In order to verify the method, there were carried out solution experiments with sulfuric acid in an acid-proof two-liter reactor with a lid. The reactor was provided with four flow baffling plates, one reflux condenser and an agitator. In the reactor, there was also connected continuous pH-measuring, a temperature regulator and oxygen bubbling underneath the agitator blades. A heat plate was used for heating.
At the beginning of the experiment, the slag (200 g=grams) was leached into water, the water quantity being a little less than a liter. In all experiments, the total volume of water and added sulfuric acid was exactly one liter. The solution temperature was 90° C. The quantity of sulfuric acid (H2SO4) that was added in the experiment was 806 g/1000 g slag.

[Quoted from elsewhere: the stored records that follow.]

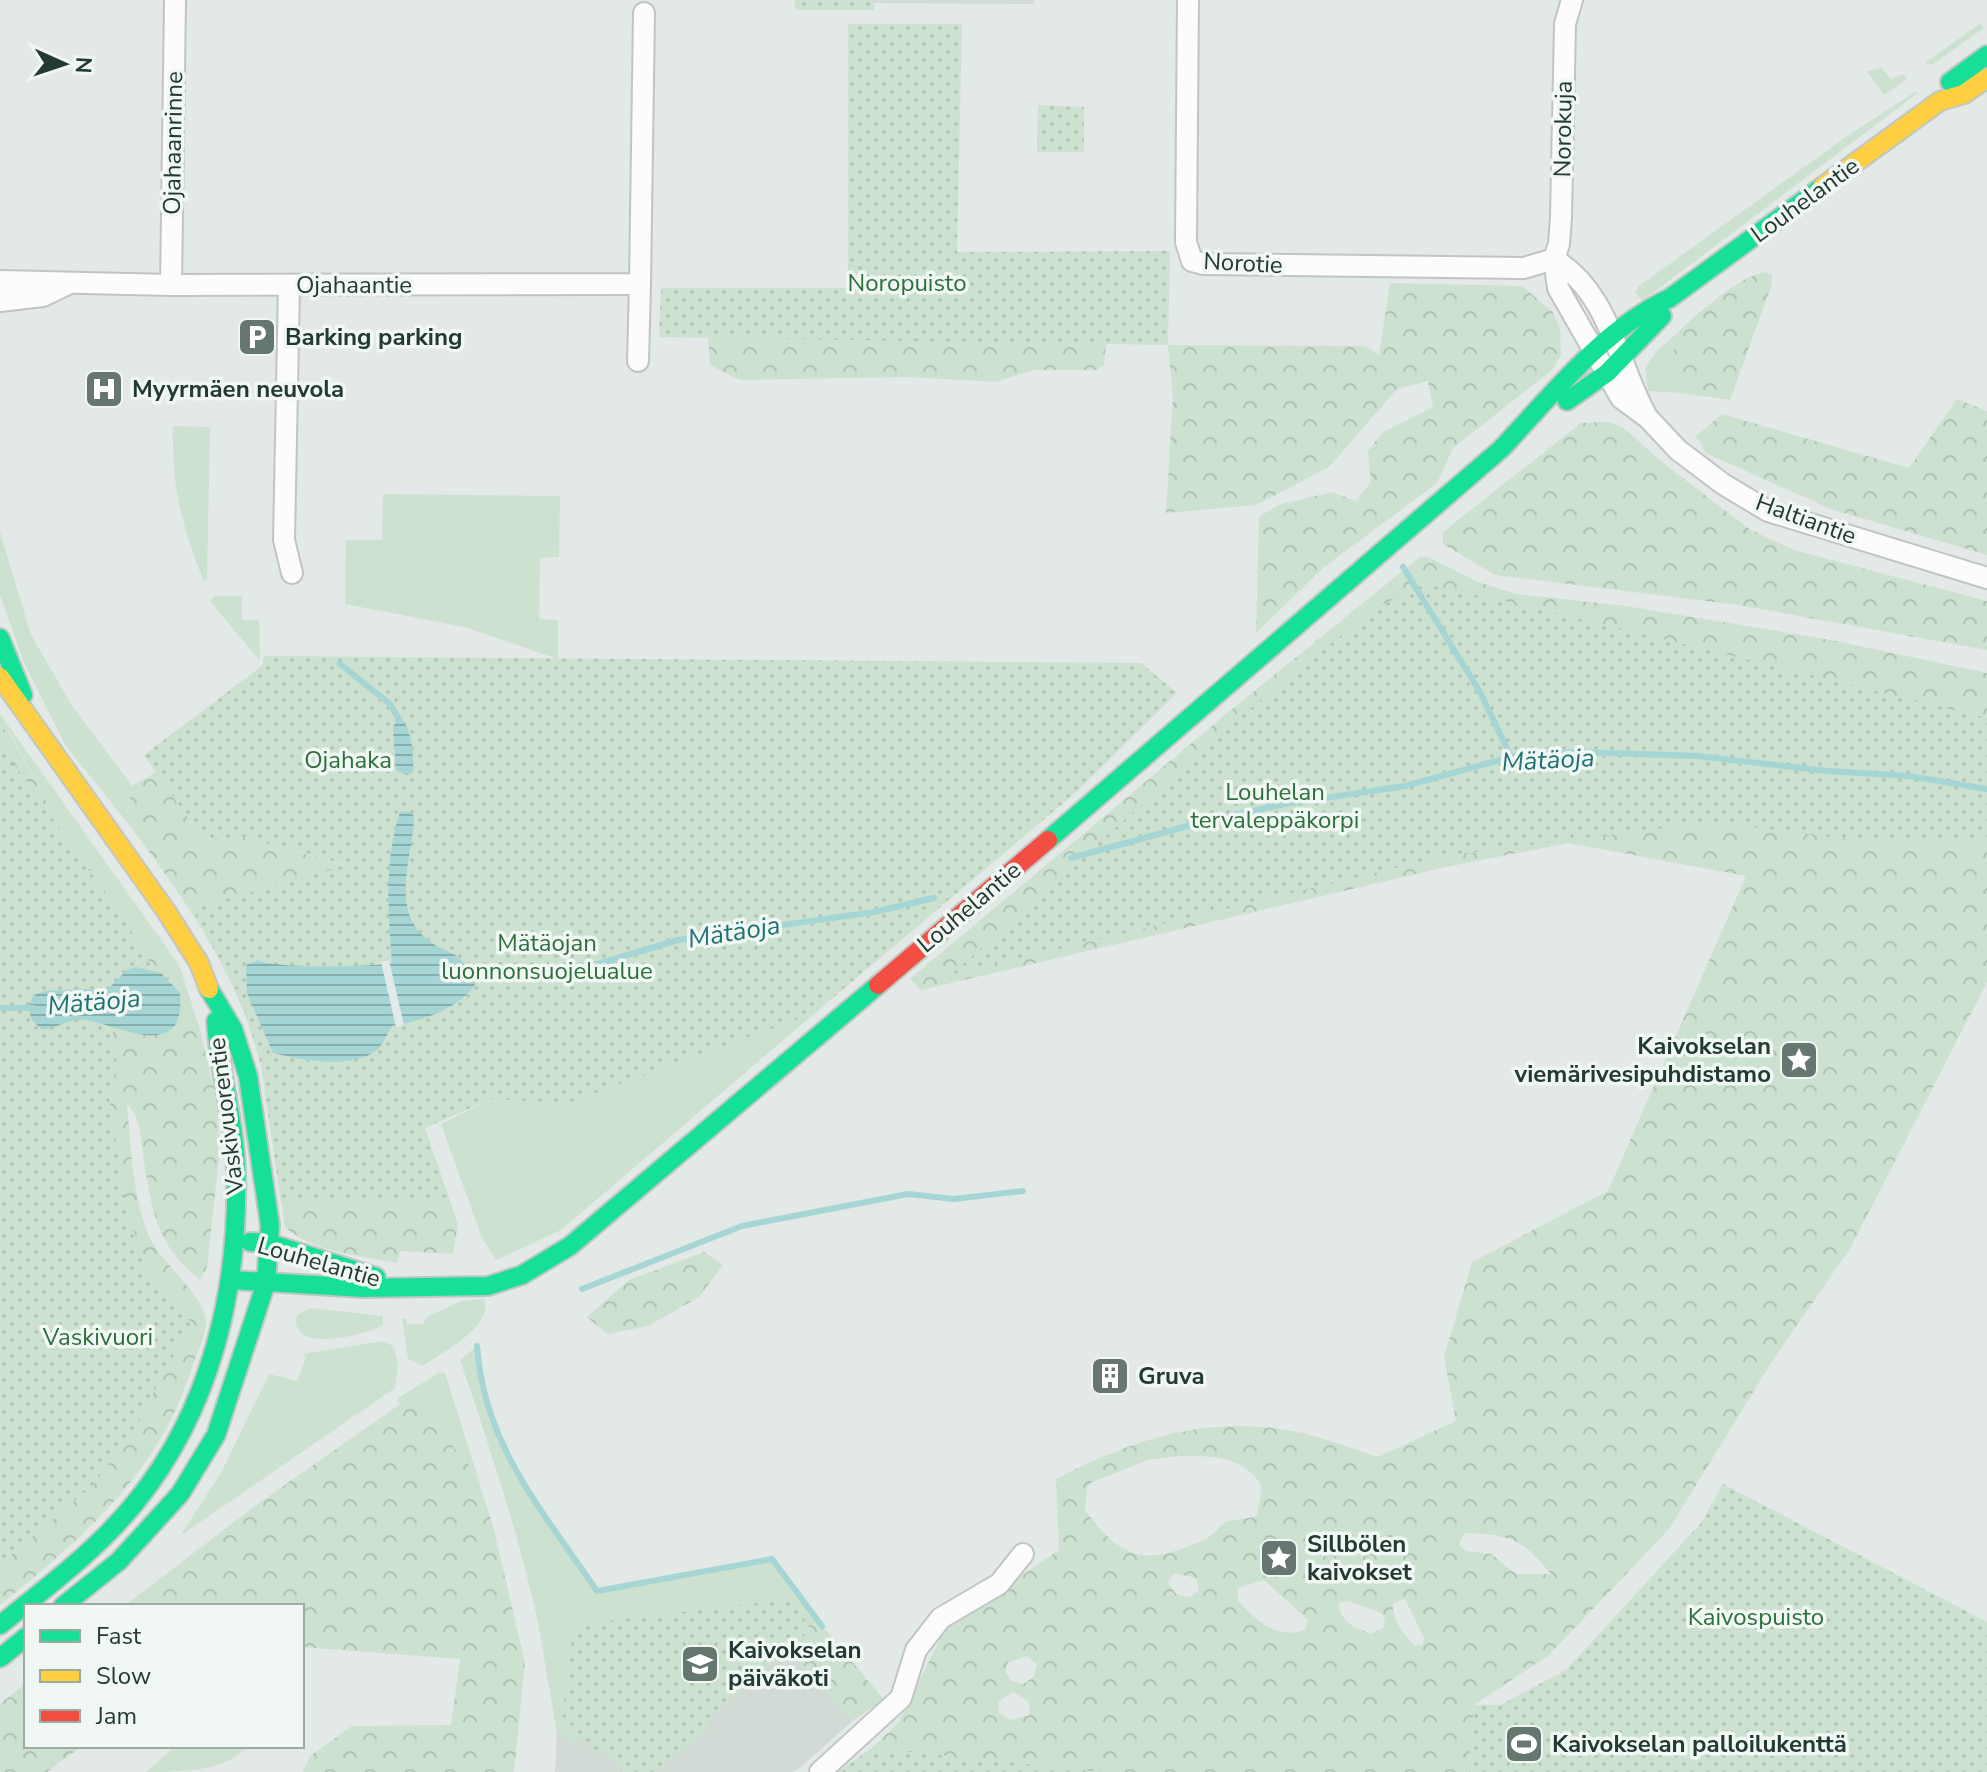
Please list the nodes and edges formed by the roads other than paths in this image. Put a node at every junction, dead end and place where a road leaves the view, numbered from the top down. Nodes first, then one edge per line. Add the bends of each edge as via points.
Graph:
1 (175, 0) edge
2 (1188, 0) edge
3 (1572, 0) edge
4 (644, 13) dead end
5 (1987, 55) edge
6 (1987, 78) edge
7 (1940, 101) junction
8 (1554, 259) junction
9 (0, 281) edge
10 (68, 284) junction
11 (640, 284) junction
12 (171, 285) junction
13 (289, 285) junction
14 (1670, 298) junction
15 (0, 301) edge
16 (1615, 335) junction
17 (1596, 353) junction
18 (1624, 356) junction
19 (638, 361) dead end
20 (1607, 373) junction
21 (1648, 418) junction
22 (1501, 449) junction
23 (292, 573) dead end
24 (1987, 578) edge
25 (0, 638) edge
26 (0, 677) edge
27 (37, 726) junction
28 (215, 1003) junction
29 (237, 1241) junction
30 (269, 1243) junction
31 (232, 1280) junction
32 (266, 1283) junction
33 (401, 1285) junction
34 (1023, 1554) dead end
35 (24, 1604) edge
36 (24, 1604) edge
37 (65, 1604) edge
38 (0, 1625) edge
39 (24, 1639) edge
40 (0, 1658) edge
41 (820, 1772) edge

1 - 12 street, Ojahaanrinne
2 - 8 street, Norotie via 1186,242 1192,261 1524,268
3 - 8 street, Norokuja via 1565,24 1561,217
4 - 11 street
5 - 7 main road, Louhelantie via 1950,81
6 - 7 main road, Louhelantie via 1964,94
7 - 14 main road, Louhelantie
8 - 16 street via 1577,275
8 - 17 street, Norokuja via 1558,288
9 - 10 street, Ojahaantie
10 - 12 street, Ojahaantie
10 - 15 street, Ojahaantie via 43,296
11 - 13 street, Ojahaantie
11 - 19 street
12 - 13 street, Ojahaantie
13 - 23 street via 284,540
14 - 16 main road, Louhelantie via 1642,311
14 - 18 main road, Louhelantie via 1662,318
16 - 17 main road, Louhelantie
16 - 18 street
17 - 20 street, Norokuja
17 - 22 main road, Louhelantie
18 - 20 main road, Louhelantie
18 - 21 street, Haltiantie via 1631,387
20 - 21 street, Haltiantie via 1621,398
20 - 22 main road, Louhelantie
21 - 24 street, Haltiantie via 1704,471 1768,511
22 - 33 main road, Louhelantie via 570,1246 522,1275 488,1286
25 - 27 main road, Vaskivuorentie
26 - 27 main road, Vaskivuorentie
27 - 28 main road, Vaskivuorentie via 175,924
28 - 29 main road, Vaskivuorentie via 236,1168
28 - 30 main road, Vaskivuorentie via 233,1029 248,1076
29 - 30 main road, Louhelantie
29 - 31 main road, Vaskivuorentie
30 - 32 main road, Vaskivuorentie
30 - 33 main road, Louhelantie
31 - 32 main road, Louhelantie
31 - 35 main road, Vaskivuorentie via 202,1390 156,1474 106,1534
32 - 33 main road, Louhelantie
32 - 37 main road, Vaskivuorentie via 216,1435 180,1494 119,1561
34 - 41 street via 999,1584 934,1624 916,1650 901,1698
36 - 38 main road, Vaskivuorentie
39 - 40 main road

The leaching period in all experiments was 6 hours, and mechanical agitation was applied in the experiments (about 770 r/min=rotations/minute) as well as oxygen (0.50 l/min=liters/minute).
Strong sulfuric acid (content 95% by weight) was gradually added, and at the same time the temperature was adjusted to 90° C. The measurement of the reaction time was started when all acid had been supplied. Slurry samples were taken when 0, 2, 4 and 6 hours had passed from the beginning of the experiment. In the filtrate and precipitate of the sample, there were analyzed copper (Cu) and iron (Fe).
Originally the leached slag contained 32.5% Cu and 23.9% Fe. The analyses and the leaching yields obtained on the basis thereof are given in the table below:
The weight of the final precipitate was 77.4 g and copper content 3.1%, which means that the total copper yield in the solution was 96.3%.
The experiment was repeated in similar conditions for slag that was, instead of slow cooling, granulated by water directly from the molten state, so that the obtained product was finely divided granule with a corresponding composition. The obtained total leaching yield for copper in similar conditions was 95.8%, which is of the same order as with slowly cooled slag, when the accuracy of the analysis is taken into account.
From the solution, copper was precipitated selectively by adjusting acidity, so that iron was precipitated in the first step and copper in the second step, and thus the non-desired iron could be separated from the copper.
For a man skilled in the art it is obvious that the various preferred embodiments of the invention are not restricted to the above examples only, but may vary within the appended claims.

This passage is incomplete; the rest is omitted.